## TRNU.CSN: Supervised Classification TP2 2025

Gilles Vanwormhoudt, Christelle Garnier, Vincent Itier, Juan-Manuel Miramont

### Imports

In [1]:
import numpy as np
import pandas as pd
import matplotlib.pyplot as plt
import seaborn as sns
#TODO ADD other needed libraries

## Data Set Information

This is perhaps the best known database to be found in the pattern recognition literature. Fisher’s
paper is a classic in the field and is referenced frequently to this day. (See Duda & Hart, for
example.) The data set contains 3 classes of 50 instances each, where each class refers to a type of
iris plant. One class is linearly separable from the other 2; the latter are NOT linearly separable
from each other. The predicted attribute (the output) is the class of iris plant.

### Features Information

1. sepal length in cm
1. sepal width in cm
1. petal length in cm
1. petal width in cm
1. classes: Iris Setosa, Iris Versicolour, Iris Virginica

## Exercises

The purpose of this practical assignment is to implement the Perceptron, which is a basic supervised learning algorithm for performing binary data classification.

This practical assignment consists of four parts: __implementation__, __validation__, __evaluation__, and __comparison__. The __comparison__ part is homework to be completed.

### 1. Implementation

#### Reminders
The Perceptron algorithm is a supervised classification algorithm invented by Rosenblatt for binary classification problems (two classes). The principle of this algorithm is to find a linear classifier on a training set $S= \{(x^{j}, y^{j})\}$ where the inputs $x$ are vectors of dimension $d$ and the outputs $y$ are integers $\in \{-1,1\}$. As explained in class, the goal is to obtain as few misclassified examples as possible.</br>
Learning is performed using an iterative algorithm in which an example is chosen randomly from $S$ and the coefficients of the hyperplane (vector $w$ of dimension $d$ and real $w_0$) are updated if the classifier gives a wrong prediction for the chosen example. The rule for updating the coefficients is to move in the direction of the misclassified example by adding the vector of the misclassified example multiplied by a learning step to the current coefficients. 

#### 1.1 Algorithm

Implementing this algorithm requires manipulating vectors and performing simple vector calculations (addition, subtraction, and multiplication of vectors). Using the `numpy` library is therefore recommended.

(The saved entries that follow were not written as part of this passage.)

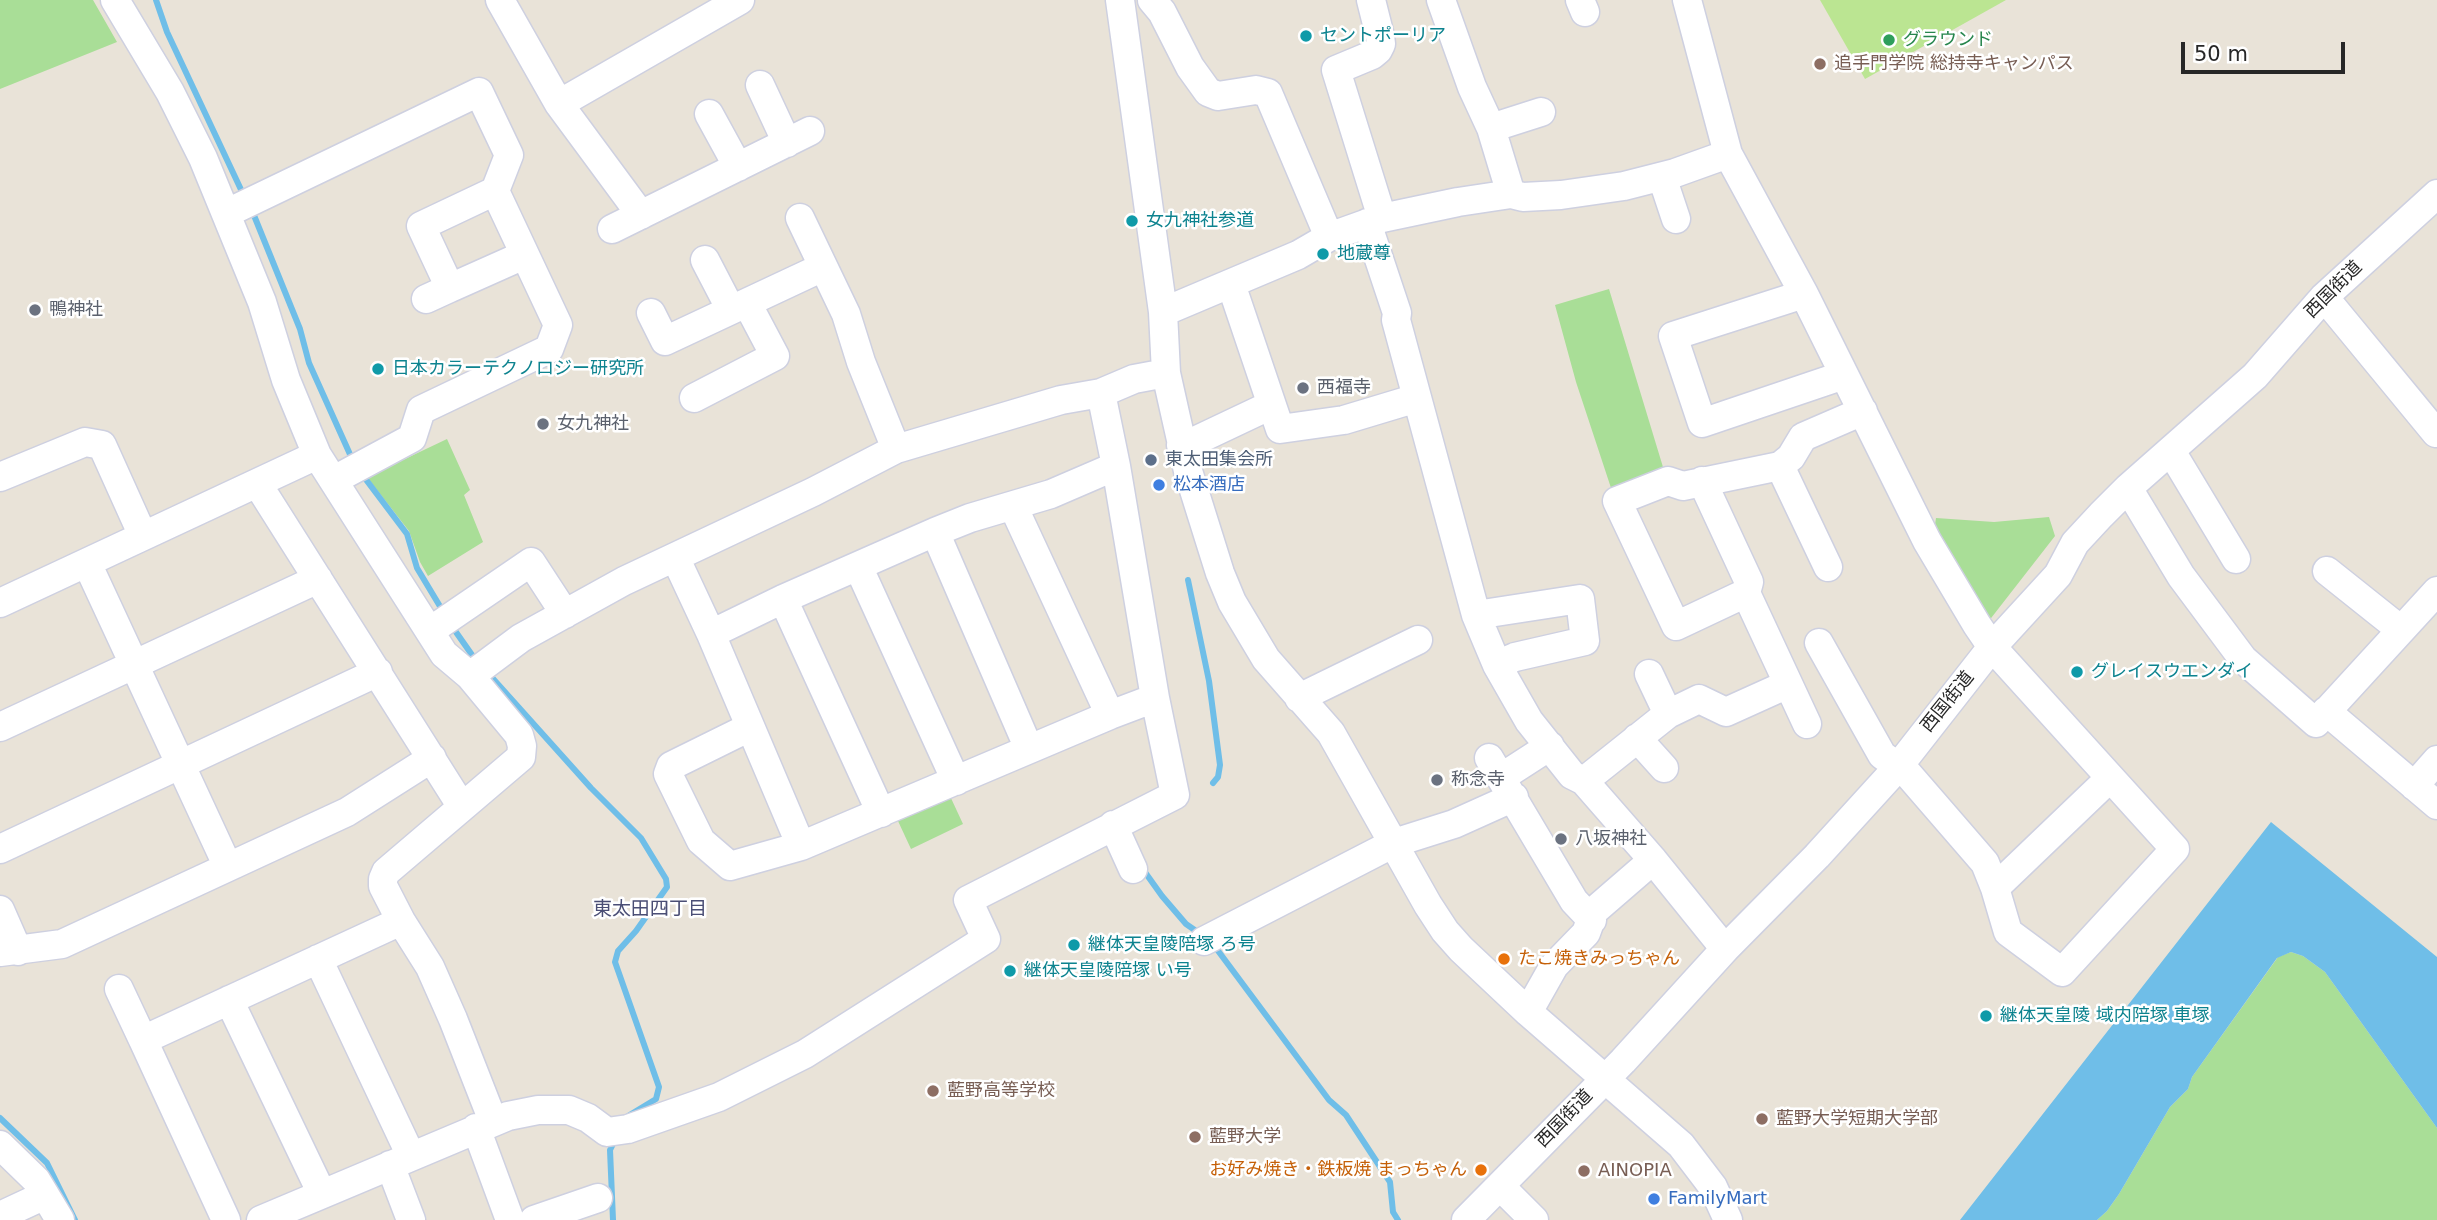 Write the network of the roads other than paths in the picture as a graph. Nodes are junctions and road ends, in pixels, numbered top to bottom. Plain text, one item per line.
1 (115, 0) edge
2 (500, 0) edge
3 (740, 0) edge
4 (1121, 0) edge
5 (1152, 0) edge
6 (1371, 0) edge
7 (1441, 0) edge
8 (1687, 0) edge
9 (760, 85) dead end
10 (559, 104) junction
11 (1541, 112) dead end
12 (709, 114) dead end
13 (1491, 128) junction
14 (1727, 153) junction
15 (738, 167) junction
16 (1662, 177) junction
17 (495, 191) junction
18 (1511, 194) junction
19 (2437, 194) edge
20 (227, 213) junction
21 (641, 215) junction
22 (800, 218) dead end
23 (1676, 219) dead end
24 (1374, 221) junction
25 (612, 229) dead end
26 (1329, 237) junction
27 (524, 255) junction
28 (705, 261) dead end
29 (823, 267) junction
30 (1231, 284) junction
31 (1804, 294) junction
32 (2323, 297) junction
33 (739, 307) junction
34 (1163, 312) junction
35 (651, 313) dead end
36 (1166, 373) junction
37 (1844, 375) junction
38 (1101, 393) junction
39 (694, 398) dead end
40 (1417, 398) junction
41 (1271, 405) junction
42 (1863, 411) junction
43 (2436, 433) edge
44 (1181, 445) junction
45 (896, 449) junction
46 (2171, 451) junction
47 (317, 455) junction
48 (1116, 466) junction
49 (1780, 466) junction
50 (0, 477) edge
51 (334, 480) junction
52 (1702, 481) junction
53 (257, 483) junction
54 (2128, 488) junction
55 (1013, 506) junction
56 (935, 532) junction
57 (143, 536) junction
58 (675, 557) junction
59 (2236, 559) dead end
60 (87, 563) junction
61 (858, 566) junction
62 (1828, 567) dead end
63 (2327, 571) dead end
64 (318, 579) junction
65 (2437, 591) edge
66 (1746, 593) junction
67 (783, 598) junction
68 (0, 603) edge
69 (565, 614) junction
70 (1476, 615) junction
71 (2401, 630) junction
72 (429, 631) junction
73 (711, 634) junction
74 (1418, 640) dead end
75 (1819, 643) dead end
76 (1992, 647) junction
77 (134, 664) junction
78 (1497, 666) junction
79 (378, 672) junction
80 (1650, 674) dead end
81 (470, 676) junction
82 (1788, 684) junction
83 (1155, 698) junction
84 (1299, 698) junction
85 (2326, 710) junction
86 (1668, 714) junction
87 (1110, 715) junction
88 (1807, 724) dead end
89 (0, 727) edge
90 (750, 727) junction
91 (1637, 738) junction
92 (1550, 746) junction
93 (1029, 748) junction
94 (432, 758) junction
95 (2437, 761) edge
96 (181, 765) junction
97 (1898, 767) junction
98 (1664, 768) dead end
99 (1502, 777) junction
100 (2110, 778) junction
101 (956, 781) junction
102 (1584, 781) junction
103 (2414, 786) junction
104 (2437, 805) edge
105 (462, 807) junction
106 (881, 813) junction
107 (1113, 825) junction
108 (1394, 843) junction
109 (801, 846) junction
110 (0, 849) edge
111 (1653, 860) junction
112 (228, 867) junction
113 (1133, 869) dead end
114 (1995, 888) junction
115 (0, 910) edge
116 (401, 920) junction
117 (1592, 920) junction
118 (1207, 940) dead end
119 (1725, 949) junction
120 (9, 951) edge
121 (318, 959) junction
122 (119, 989) dead end
123 (229, 1000) junction
124 (1528, 1012) junction
125 (143, 1040) junction
126 (1605, 1077) junction
127 (484, 1124) junction
128 (0, 1145) edge
129 (400, 1161) junction
130 (1501, 1187) junction
131 (45, 1195) junction
132 (598, 1198) dead end
133 (312, 1205) edge
134 (0, 1216) edge
135 (60, 1220) edge
136 (226, 1220) edge
137 (261, 1220) edge
138 (411, 1220) edge
139 (510, 1220) edge
140 (534, 1220) edge
141 (1466, 1220) edge
142 (1534, 1220) edge
143 (1728, 1220) edge

1 - 20 street
2 - 10 street
3 - 10 street
4 - 34 street
5 - 26 street
6 - 24 street
7 - 13 street
8 - 14 street
9 - 15 street
10 - 21 street
11 - 13 street
12 - 15 street
13 - 18 street
14 - 16 street
14 - 31 street
15 - 21 street
16 - 18 street
16 - 23 street
17 - 20 street
17 - 27 street
17 - 27 street
18 - 24 street
19 - 32 street, 西国街道
20 - 47 street
21 - 25 street
22 - 29 street
24 - 26 street
24 - 40 street
26 - 30 street
27 - 51 street
28 - 33 street
29 - 33 street
29 - 45 street
30 - 34 street
30 - 41 street
31 - 37 street
31 - 37 street
32 - 43 street
32 - 46 street, 西国街道
33 - 35 street
33 - 39 street
34 - 36 street
36 - 38 street
36 - 44 street
37 - 42 street
38 - 45 street
38 - 48 street
40 - 41 street
40 - 70 street
41 - 44 street
42 - 49 street
42 - 76 street
44 - 84 street
45 - 58 street
46 - 54 street, 西国街道
46 - 59 street
47 - 51 street
47 - 53 street
48 - 55 street
48 - 83 street
49 - 52 street
49 - 62 street
50 - 57 street
51 - 72 street
52 - 66 street
52 - 66 street
53 - 57 street
53 - 64 street
54 - 76 street, 西国街道
54 - 85 street
55 - 56 street
55 - 87 street
56 - 61 street
56 - 93 street
57 - 60 street
58 - 69 street
58 - 73 street
60 - 68 street
60 - 77 street
61 - 67 street
61 - 101 street
63 - 71 street
64 - 77 street
64 - 79 street
65 - 71 street
66 - 82 street
67 - 73 street
67 - 106 street
69 - 72 street
69 - 81 street
70 - 78 street
70 - 78 street
71 - 85 street
72 - 81 street
73 - 90 street
74 - 84 street
75 - 97 street
76 - 97 street, 西国街道
76 - 100 street
77 - 89 street
77 - 96 street
78 - 92 street
79 - 94 street
79 - 96 street
80 - 86 street
81 - 105 street
82 - 86 street
82 - 88 street
83 - 87 street
83 - 107 street
84 - 108 street
85 - 103 street
86 - 91 street
87 - 93 street
90 - 109 street
90 - 109 street
91 - 98 street
91 - 102 street
92 - 99 street
92 - 102 street
93 - 101 street
94 - 105 street
94 - 112 street
95 - 103 street
96 - 110 street
96 - 112 street
97 - 114 street
97 - 119 street, 西国街道
99 - 108 street
99 - 117 street
100 - 114 street
100 - 114 street
101 - 106 street
102 - 111 street
103 - 104 street
105 - 116 street
106 - 109 street
107 - 113 street
107 - 127 street
108 - 118 street
108 - 124 street
111 - 117 street
111 - 119 street
112 - 120 street
115 - 120 street
116 - 121 street
116 - 127 street
117 - 124 street
119 - 126 street, 西国街道
121 - 123 street
121 - 129 street
122 - 125 street
123 - 125 street
123 - 133 street
124 - 126 street
125 - 136 street
126 - 130 street, 西国街道
126 - 143 street
127 - 129 street
127 - 139 street
128 - 131 street
129 - 133 street
129 - 138 street
130 - 141 street, 西国街道
130 - 142 street
131 - 134 street
131 - 135 street
132 - 140 street
133 - 137 street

To implement the algorithm in Python and make it easily reusable, we can draw inspiration from the Scikit-Learn library that we learn to use during the previous practical work. In this library, supervised classifiers are implemented as object classes equipped with the special method `__init__`, which allows parameters to be provided when the classifier object is created, and two main methods: the `fit` method, which performs the learning, and the `predict` method, which performs the prediction based on the learned model.

1. Write the code for a __Perceptron__ class in a file that you can call `perceptron.py`.</br>
Since the algorithm must be applied to different situations, several parameters must be taken into account, namely:
    - dimension: the size of the input vectors,
    - max_iter: the maximum number of iterations of the algorithm,
    - learning_rate: the learning rate of the algorithm.
    
As in Scikit-Learn, we recommend providing these parameters when creating the classifier object. You must therefore specify these parameters in the class's special `__init__` method.

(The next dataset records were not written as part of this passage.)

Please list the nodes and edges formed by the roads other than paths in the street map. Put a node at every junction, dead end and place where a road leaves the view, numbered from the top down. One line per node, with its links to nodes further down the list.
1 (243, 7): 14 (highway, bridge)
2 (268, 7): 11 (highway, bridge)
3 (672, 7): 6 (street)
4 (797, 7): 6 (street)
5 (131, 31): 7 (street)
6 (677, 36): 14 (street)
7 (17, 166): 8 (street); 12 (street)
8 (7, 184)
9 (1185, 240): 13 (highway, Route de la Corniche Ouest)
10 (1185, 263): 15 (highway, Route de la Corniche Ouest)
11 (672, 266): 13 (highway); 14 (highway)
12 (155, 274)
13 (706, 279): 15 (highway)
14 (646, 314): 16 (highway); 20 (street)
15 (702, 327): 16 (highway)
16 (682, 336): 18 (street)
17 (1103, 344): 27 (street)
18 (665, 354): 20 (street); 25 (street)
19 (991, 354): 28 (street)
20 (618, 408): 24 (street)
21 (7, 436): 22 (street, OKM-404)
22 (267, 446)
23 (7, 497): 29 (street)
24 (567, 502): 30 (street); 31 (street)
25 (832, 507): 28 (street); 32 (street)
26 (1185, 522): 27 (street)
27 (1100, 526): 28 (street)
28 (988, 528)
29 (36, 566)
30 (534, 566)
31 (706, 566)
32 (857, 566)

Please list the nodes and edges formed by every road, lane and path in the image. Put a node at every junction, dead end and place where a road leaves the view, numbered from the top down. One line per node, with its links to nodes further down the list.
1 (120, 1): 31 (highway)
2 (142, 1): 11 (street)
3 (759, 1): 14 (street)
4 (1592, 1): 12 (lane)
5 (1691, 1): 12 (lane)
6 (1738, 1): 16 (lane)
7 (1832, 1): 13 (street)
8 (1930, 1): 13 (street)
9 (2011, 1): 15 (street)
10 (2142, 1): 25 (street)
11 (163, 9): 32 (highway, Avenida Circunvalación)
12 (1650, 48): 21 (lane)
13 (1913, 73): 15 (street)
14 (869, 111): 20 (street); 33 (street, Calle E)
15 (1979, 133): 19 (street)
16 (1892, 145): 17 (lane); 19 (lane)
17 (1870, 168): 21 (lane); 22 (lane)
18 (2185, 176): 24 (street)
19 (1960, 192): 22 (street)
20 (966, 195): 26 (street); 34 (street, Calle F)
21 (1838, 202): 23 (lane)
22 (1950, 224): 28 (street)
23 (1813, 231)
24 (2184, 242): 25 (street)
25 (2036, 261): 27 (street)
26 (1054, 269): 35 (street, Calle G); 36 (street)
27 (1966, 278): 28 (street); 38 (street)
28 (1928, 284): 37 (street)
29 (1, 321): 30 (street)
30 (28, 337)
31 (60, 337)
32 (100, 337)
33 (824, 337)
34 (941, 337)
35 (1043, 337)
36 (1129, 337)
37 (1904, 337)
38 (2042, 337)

2. You must also write the code for the following two methods:
    - The method `fit(X,y)` performs learning based on the training data $X$ and $y$. The two parameters $X$ and $y$ are lists of the same size: $X$ is a list of *numpy* vectors, $y$ is a list of integer values equal to $-1$ or $+1$. This method does not return a result; it updates the coefficients of the hyperplane (vector $w$ and real number $w_0$).
    - The `predict(X)` method, which predicts the class for a new input $x$. The parameter $x$}$ is a *numpy* vector with the same dimensions as the training data $X$. This method returns the predicted value for the data ($-1$ or $+1$). It is also possible to consider an iterative version of this method that takes a list of data as input and returns the list of corresponding predictions.

It is of course possible to add other methods to this class for factorization or structuring purposes in the algorithm. 

3. To fully understand how objects of this class can be used, here is an example of a Python session that creates an instance and uses the `fit` and `predict` methods for training and evaluation.

In [None]:
from perceptron import Perceptron

# creation des donnees apprentissage
X_train = []
X_train.append(np.array([1, 1]))
X_train.append(np.array([1, 0]))
X_train.append(np.array([0, 1]))
X_train.append(np.array([0, 0]))

y_train = np.array([1, -1, -1, -1])

# creation et entrainement du classifieur
perceptron = Perceptron(dimension=2, max_iter=100, learning_rate=0.1)
perceptron.fit(X_train, y_train)

# prediction
new_x = np.array([1, 1])
print(perceptron.predict(new_x))

new_x = np.array([0, 1])
print(perceptron.predict(new_x))

### 2. Algorithm Validation

To validate your algorithm, you can use the iris dataset. In this case, since the classifier is binary, we will limit ourselves to two species: Setosa and Versicolor. To visualize the data, we will limit ourselves to two characteristics: sepal length and petal length.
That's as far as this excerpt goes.